The best thing about financial reform is that it can get the “over the counter part of derivatives trading out of the shadows and into reality,” Gidel says. “Maybe it will lessen the amount of these credit default swaps and other off-the-record B.S.”
This bill is meant to increase the transparency in the over-the-counter (OTC) markets.
“The number of participants and the size of their positions in over-the-counter markets has not been known or disclosed,” says Will Babler of Galena, Illinois’, First Capitol Risk Management. “The new bill limits bank proprietary trading and seeks to improve transparency. The regulations attempt to reduce market distortion and over-concentration of risk.”
Some negative aspects of the the new regulations could be a loss of liquidity in futures markets, meaning it could be harder to buy or sell, says Scott Irwin, professor of agricultural economics at the University of Illinois. Irwin has been studying the role of speculators in commodity markets for several years, and says that while there are many “unknowns” in regard to financial reform, the new legislation is unlikely to have a major impact on agricultural and fuel markets.
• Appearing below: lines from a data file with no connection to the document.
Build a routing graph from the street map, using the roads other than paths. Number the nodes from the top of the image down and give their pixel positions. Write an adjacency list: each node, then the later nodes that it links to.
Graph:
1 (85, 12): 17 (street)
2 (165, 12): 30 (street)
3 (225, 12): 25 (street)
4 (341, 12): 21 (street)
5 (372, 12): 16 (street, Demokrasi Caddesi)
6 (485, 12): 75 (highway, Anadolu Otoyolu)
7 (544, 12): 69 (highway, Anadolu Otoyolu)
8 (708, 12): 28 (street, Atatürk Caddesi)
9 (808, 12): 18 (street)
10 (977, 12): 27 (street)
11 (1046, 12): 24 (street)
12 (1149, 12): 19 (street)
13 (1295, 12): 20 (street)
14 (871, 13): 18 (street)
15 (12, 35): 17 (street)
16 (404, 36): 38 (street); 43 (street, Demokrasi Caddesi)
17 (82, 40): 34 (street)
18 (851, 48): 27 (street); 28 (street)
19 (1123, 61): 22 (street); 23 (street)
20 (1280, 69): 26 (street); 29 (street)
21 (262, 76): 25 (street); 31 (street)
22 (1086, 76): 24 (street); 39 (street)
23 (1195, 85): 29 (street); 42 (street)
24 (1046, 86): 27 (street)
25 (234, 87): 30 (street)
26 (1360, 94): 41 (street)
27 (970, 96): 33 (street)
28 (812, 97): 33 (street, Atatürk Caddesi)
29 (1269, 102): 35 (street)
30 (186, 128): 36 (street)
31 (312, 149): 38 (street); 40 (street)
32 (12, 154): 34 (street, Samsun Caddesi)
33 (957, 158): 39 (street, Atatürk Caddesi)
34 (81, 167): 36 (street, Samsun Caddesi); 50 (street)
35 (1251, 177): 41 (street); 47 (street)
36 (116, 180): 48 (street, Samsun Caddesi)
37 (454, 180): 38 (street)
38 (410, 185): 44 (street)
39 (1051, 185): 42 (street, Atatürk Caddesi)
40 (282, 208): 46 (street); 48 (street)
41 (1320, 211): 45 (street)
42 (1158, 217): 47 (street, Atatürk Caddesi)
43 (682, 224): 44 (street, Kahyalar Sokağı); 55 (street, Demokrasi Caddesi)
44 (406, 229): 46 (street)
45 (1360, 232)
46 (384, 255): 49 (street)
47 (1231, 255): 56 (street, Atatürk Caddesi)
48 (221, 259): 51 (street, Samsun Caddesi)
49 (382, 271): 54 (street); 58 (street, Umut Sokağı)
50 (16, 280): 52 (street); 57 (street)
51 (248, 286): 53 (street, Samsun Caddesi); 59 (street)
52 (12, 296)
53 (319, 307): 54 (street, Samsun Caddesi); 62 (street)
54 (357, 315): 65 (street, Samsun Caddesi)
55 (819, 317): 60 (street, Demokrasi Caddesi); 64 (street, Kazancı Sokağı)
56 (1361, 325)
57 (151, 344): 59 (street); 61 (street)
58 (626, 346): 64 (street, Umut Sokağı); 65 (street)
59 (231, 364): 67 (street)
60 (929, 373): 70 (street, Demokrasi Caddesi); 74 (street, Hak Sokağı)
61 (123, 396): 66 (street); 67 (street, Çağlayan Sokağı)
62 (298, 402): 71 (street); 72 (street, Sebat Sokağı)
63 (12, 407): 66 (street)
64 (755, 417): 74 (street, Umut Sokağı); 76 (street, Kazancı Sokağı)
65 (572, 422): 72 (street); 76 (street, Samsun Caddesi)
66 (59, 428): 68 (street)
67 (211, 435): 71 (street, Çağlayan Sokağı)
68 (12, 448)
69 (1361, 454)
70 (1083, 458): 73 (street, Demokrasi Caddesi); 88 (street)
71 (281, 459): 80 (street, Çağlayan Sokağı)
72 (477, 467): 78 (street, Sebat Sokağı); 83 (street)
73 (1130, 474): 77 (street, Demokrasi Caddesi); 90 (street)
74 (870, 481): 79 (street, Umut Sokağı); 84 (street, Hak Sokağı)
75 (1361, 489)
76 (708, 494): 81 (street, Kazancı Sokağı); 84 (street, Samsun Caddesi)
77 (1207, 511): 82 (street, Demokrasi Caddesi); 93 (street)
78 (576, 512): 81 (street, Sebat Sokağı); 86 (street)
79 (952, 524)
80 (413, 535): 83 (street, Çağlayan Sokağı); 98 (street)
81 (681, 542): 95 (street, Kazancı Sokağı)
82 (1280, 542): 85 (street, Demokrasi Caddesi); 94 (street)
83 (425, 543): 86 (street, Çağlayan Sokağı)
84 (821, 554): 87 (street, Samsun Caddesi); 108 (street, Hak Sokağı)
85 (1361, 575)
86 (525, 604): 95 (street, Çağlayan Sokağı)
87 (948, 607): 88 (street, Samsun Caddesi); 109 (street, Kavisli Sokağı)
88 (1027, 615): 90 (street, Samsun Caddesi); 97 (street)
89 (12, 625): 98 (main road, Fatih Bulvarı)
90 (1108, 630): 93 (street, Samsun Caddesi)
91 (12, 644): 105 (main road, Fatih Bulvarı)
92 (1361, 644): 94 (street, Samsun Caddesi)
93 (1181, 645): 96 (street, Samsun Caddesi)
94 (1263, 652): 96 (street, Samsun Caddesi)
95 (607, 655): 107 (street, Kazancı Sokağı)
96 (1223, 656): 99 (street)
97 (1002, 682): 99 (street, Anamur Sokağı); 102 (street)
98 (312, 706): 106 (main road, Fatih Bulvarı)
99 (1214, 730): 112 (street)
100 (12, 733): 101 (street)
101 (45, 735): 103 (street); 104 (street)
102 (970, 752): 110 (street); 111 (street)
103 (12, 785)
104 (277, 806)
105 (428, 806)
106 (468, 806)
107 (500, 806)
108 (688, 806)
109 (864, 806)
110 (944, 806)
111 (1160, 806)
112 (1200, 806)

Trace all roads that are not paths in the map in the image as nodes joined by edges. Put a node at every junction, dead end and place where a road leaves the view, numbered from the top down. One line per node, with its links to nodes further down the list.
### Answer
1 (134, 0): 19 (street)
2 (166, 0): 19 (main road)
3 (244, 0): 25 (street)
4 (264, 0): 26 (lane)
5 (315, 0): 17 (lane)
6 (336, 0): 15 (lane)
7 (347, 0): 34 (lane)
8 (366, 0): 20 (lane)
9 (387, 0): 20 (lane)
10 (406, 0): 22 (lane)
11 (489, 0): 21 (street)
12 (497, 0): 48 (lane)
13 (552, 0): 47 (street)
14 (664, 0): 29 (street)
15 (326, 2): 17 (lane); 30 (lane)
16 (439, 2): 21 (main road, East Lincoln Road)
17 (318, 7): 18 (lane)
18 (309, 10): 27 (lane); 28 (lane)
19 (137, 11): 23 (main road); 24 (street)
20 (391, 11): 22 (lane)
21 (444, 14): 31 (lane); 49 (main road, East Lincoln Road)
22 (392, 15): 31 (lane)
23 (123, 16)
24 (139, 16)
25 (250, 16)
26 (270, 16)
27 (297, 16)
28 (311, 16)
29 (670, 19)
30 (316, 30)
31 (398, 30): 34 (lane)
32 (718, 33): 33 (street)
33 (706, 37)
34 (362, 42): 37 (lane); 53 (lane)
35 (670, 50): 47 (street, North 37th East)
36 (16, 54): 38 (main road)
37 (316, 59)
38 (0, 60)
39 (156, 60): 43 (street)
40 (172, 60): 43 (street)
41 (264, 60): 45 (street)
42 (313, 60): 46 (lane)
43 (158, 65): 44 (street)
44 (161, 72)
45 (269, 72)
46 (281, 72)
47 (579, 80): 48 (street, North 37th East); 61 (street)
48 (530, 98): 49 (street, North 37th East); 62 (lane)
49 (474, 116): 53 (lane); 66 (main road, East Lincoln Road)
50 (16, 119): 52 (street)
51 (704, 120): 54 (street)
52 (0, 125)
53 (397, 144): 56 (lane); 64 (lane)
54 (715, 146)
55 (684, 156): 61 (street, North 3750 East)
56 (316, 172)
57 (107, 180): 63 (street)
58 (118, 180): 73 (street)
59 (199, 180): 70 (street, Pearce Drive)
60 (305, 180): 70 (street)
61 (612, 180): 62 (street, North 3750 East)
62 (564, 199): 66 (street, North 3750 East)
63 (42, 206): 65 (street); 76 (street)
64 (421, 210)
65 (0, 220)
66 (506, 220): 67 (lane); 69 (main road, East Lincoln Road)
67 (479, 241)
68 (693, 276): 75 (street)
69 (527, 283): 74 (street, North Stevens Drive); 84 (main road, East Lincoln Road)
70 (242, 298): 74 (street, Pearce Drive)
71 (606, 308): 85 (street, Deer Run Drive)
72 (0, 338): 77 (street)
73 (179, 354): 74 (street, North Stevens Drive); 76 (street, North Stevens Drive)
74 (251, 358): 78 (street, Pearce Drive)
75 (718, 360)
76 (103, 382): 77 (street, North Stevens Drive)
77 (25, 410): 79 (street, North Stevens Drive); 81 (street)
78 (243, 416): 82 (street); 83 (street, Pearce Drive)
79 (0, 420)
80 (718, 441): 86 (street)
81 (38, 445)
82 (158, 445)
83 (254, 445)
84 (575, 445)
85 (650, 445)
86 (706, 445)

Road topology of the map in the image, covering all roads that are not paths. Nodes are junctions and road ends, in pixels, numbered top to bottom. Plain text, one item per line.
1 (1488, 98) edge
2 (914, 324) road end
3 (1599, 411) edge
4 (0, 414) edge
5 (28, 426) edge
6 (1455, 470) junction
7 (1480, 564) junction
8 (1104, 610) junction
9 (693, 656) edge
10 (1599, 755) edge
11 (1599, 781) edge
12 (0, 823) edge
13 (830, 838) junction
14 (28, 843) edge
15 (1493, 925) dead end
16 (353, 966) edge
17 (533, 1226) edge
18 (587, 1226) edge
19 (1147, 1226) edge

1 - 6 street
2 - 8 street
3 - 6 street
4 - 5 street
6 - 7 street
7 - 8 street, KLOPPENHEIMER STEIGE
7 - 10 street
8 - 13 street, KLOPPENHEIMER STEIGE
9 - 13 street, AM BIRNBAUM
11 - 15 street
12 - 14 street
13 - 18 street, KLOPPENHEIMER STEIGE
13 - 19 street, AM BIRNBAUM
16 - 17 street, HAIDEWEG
“If the new rules are too burdensome it could drive some dealers and speculators out of the market, which means that spreads could get wider and hedging costs could go up,” Babler says.There has been an influx of money into the commodity markets. There will be other firms that continue speculative activity in commodity futures, even if the big banks bow out. Investment banks, however, have been leveraging agricultural markets as a way to diversify their investments so they are not going to totally back away.
“That expertise will go elsewhere if the Goldman Sachs of the world close their prop shops,” Gidel tells New Diesel Magazine. “It’s not going to just disappear.”
“I think these new regulations are going to have very little impact on the market,” Irwin says. “But the jury is still out; it’s still very unclear how it will change the scope of trading and we are going to have to see what happens in the final rule.”